Figure 4.

Evolution of peptides 1 and 5 by sequential block reoptimization. The sequences selected from each reoptimization step are shown in bold, with the number of selection and amplification cycles given in parentheses. Sequences roughly matching the consensus that were used in later steps have been boxed. In some cases, such as in reoptimization step 3 for peptide 1 and reoptimization step 1 for peptide 5, we isolated clones that carried spurious mutations at a nondegenerate position of the peptide extension.

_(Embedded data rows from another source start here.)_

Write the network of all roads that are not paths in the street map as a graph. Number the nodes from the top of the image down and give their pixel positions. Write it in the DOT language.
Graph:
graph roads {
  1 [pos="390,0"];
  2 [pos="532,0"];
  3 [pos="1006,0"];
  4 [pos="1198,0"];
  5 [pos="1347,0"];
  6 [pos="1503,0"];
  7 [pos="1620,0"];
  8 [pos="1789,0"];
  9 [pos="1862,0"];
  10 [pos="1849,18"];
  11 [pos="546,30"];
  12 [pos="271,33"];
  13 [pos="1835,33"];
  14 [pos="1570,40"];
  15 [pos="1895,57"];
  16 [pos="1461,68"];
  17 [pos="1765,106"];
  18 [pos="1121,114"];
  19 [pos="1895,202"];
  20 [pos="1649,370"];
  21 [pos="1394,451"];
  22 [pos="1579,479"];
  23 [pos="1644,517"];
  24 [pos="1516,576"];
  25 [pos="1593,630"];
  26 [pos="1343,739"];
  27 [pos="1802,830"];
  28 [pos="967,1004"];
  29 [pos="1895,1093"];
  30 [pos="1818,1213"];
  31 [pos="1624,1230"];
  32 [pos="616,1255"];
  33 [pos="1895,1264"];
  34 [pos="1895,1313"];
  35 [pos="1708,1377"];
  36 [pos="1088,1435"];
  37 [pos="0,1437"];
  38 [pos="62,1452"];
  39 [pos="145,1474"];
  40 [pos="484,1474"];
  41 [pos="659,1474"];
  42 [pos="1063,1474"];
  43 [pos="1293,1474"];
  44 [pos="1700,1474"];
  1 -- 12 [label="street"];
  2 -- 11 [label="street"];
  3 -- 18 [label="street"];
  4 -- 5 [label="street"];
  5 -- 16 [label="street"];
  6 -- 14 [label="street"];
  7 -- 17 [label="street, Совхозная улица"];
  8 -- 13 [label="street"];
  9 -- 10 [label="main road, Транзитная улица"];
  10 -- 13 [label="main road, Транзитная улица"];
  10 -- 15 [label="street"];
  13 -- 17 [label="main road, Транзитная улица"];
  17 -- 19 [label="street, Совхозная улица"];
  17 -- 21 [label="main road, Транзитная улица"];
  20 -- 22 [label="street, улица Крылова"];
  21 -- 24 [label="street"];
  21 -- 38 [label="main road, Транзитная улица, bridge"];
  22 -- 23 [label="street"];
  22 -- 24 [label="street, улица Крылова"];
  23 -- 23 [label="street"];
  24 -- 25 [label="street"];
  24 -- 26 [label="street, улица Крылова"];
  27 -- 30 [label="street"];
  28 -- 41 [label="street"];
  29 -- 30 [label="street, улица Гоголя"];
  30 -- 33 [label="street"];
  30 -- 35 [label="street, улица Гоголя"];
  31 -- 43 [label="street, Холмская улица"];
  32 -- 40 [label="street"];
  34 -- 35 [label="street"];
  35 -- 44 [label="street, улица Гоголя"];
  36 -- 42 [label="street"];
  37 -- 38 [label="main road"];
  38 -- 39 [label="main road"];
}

In addition, the E21D mutation in the zinc finger region (which also was seen in the original peptide 2 sequence) arose several times; this mutation may stabilize complex formation by improving contacts at the protein–DNA interface. [Note: some confusion was caused by this E21D mutation, which occurred in the first reoptimization step for peptide 1, but was discovered only after reoptimization step 2. Thus, the “consensus” sequence from reoptimization step 1 (VPKQR), chosen after selection–amplification cycle 9, had a glutamine that did not occur in sequences isolated after cycle 6. To double-check this position of peptide 1, it was randomized again during reoptimization step 3. The corresponding position was allowed to vary as Q, M, I, or L, along with the complete randomization of the third block. The reselections showed that methionine or leucine is preferred at this position.]